In Diane’s eyes, this wasn’t just an academic project, but a developing relationship and friendship. Even from the written words from interview excerpts in his biography, you can just imagine, Diane described, “his energy, his charm, his wit.” Diane fondly recalled those interviews where she would “be sitting there cracking up and laughing with him and felt such a sense of honor being able to listen, most extensively, to his stories.” Diane elaborated, “you know, his close friends know him in ways that I don’t know him of course, but I don’t think he’s ever sat and just talked about his life with anybody. In fact, I know he hasn’t.”

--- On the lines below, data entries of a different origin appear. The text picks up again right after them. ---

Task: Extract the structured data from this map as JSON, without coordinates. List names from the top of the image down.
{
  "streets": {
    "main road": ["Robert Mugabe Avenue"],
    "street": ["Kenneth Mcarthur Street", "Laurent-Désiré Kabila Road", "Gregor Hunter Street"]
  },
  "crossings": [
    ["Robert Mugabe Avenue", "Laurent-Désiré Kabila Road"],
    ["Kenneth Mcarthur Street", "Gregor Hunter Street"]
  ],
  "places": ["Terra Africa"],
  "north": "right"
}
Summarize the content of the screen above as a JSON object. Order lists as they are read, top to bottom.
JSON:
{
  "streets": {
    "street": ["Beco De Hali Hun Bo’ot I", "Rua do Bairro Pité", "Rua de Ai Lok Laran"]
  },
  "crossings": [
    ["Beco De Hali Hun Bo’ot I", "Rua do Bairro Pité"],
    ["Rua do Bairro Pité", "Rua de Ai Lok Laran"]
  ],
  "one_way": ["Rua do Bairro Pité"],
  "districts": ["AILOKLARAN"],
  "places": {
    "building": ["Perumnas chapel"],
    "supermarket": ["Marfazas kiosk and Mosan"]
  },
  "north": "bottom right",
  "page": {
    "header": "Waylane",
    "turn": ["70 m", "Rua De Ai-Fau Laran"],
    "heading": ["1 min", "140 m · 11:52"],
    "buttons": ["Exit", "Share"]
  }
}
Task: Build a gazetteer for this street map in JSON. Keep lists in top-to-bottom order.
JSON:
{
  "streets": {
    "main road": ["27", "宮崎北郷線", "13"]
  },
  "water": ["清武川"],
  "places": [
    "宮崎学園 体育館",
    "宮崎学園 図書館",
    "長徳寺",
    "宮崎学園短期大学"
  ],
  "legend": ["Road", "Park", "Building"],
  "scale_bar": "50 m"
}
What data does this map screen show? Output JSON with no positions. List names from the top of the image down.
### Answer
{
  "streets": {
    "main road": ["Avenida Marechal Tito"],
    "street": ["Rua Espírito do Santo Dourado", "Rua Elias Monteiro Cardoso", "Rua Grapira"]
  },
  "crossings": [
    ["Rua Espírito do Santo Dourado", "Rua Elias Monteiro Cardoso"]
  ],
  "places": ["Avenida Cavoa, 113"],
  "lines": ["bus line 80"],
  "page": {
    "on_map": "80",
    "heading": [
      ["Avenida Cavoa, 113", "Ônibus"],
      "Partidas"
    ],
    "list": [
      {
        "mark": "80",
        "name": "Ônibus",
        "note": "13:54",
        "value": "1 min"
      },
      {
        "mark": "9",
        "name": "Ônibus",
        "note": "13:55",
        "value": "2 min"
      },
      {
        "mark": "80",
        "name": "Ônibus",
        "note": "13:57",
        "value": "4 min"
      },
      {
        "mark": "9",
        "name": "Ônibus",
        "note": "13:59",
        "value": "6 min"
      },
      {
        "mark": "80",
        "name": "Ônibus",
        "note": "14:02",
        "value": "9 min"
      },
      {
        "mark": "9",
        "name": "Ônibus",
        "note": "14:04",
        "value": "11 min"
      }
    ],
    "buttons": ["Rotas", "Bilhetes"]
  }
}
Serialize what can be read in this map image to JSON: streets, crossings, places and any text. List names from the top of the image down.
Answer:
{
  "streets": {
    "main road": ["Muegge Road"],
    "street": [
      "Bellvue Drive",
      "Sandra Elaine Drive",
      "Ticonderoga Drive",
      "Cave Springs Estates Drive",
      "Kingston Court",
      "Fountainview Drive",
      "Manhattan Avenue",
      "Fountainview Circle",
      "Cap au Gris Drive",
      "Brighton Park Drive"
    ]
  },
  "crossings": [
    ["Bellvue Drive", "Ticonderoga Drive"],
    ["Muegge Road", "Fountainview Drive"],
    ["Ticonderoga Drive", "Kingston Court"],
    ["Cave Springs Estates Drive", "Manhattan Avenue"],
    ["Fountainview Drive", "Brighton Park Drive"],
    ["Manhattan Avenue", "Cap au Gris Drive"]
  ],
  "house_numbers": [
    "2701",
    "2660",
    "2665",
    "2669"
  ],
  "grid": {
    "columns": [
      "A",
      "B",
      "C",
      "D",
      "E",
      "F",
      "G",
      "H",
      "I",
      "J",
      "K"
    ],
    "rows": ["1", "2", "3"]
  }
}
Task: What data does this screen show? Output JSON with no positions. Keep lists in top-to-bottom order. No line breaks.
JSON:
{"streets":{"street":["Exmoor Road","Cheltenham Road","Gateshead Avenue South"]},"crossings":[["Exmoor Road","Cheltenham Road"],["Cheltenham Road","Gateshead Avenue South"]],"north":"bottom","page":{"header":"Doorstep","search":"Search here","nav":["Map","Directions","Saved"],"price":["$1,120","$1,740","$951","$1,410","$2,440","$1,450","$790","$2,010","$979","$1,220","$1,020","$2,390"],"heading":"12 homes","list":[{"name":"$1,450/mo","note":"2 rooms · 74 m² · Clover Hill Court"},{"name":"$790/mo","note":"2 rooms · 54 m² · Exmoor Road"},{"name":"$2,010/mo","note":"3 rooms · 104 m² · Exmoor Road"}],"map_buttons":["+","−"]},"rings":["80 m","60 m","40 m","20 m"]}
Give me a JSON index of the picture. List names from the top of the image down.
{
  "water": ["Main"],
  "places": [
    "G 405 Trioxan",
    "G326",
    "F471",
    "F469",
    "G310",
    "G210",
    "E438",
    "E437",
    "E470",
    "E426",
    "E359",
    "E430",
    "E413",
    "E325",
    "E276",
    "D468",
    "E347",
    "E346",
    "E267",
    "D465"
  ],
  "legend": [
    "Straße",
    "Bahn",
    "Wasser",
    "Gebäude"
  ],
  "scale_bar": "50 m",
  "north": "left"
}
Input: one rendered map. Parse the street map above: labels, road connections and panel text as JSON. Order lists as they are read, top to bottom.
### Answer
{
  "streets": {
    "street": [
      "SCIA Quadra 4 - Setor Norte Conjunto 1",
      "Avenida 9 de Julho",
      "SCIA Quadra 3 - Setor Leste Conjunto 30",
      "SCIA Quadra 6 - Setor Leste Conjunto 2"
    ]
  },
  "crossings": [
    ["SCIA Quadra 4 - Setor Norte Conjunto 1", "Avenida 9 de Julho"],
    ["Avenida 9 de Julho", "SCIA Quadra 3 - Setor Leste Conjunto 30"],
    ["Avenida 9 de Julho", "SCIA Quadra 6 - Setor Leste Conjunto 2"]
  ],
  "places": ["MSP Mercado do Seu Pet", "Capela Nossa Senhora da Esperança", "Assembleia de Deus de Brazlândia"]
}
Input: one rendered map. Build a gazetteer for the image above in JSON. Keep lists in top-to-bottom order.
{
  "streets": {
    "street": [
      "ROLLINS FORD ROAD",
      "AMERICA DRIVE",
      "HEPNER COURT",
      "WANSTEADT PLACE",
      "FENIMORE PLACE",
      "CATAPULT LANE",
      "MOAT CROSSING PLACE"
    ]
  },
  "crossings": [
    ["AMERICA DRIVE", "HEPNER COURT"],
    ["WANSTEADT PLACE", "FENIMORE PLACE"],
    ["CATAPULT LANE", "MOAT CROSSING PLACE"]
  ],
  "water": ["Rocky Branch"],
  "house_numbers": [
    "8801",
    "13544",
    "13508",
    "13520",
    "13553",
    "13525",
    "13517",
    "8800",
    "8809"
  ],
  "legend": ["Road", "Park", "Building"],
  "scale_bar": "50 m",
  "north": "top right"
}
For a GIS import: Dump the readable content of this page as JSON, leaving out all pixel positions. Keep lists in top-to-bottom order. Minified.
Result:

What prompted author Diane Fujino’s interest in Richard Aoki were parallels to her own life and her interest in activism. She explained, “as I became more and more interested in social justice struggles, I became more interested in Asian American activism and Japanese American activism and like everyone, I knew very little.” This limited documented part of history also suffers from the absence of biographies of figures from this period, leaving the people of the Asian American Movement without a tangible voice and stories to hold on to. Diane expressed, “while people are documenting organizations, campaigns, the Asian American Movement, what’s very needed still are biographies of individual people, because the public barely knows even one Asian American activist.”

Richard Aoki is an inspirational historic political figure not only for the Japanese American community, but also the broader Asian American community, and greater social and political activist communities. His complex story challenges the stereotypical Japanese American model minority standard as well as incorporates many of the struggles that Japanese Americans and minority races experienced during World War II, the Cold War, the Civil Rights Movement, and onward. He was a leader who was educated in his passions and knew how to rise to the occasion with his militarist, radical approach.

Diane signing the book (Photo taken by Richard Murakami)

To learn more, please check out Diane Fujino’s book Samurai Among Panthers: Richard Aoki, On Race, Resistance, and a Paradoxical Life in stores and at the Japanese American National Museum.

Diane is currently conducting research regarding Japanese American activism in the post-war period, more specifically, she stated, “the contested nature of citizenship, race, and radical democracy and looking at issues such as the McCarran-Walter Act of 1952.” She wants “to show this kind of complicated history within Japanese America and again, woven through all of this will be a focus on activism to show how Japanese Americans were political, had political agency and we weren’t just victims of state intervention or state laws and that we fought back in many ways as well and we helped to shape our own history.” Her future research focuses on a Japanese American brother-sister team, Mitsuye Yamada and Michael Yasutake, who impacted the Japanese American experience in their own unique ways as a poet and Episcopalian minister, then united in the political prisoner movement.

If you’re from the Bay Area or part of the Japanese American community, you may have read the articles accusing Richard of being an FBI informant. Before you jump to conclusions, have an open mind on this situation. Think about what evidence is held against him, the sources from which that evidence surfaced and the motives that may have been involved. Also, think about the impact that Richard has made on the Asian American Movement, East Bay community, and social and civil rights organizations he has been a part of in the much greater struggle for political justice. I think that the powerful response to the accusations from those who knew and loved him, speak volumes. It’s time that we move forward.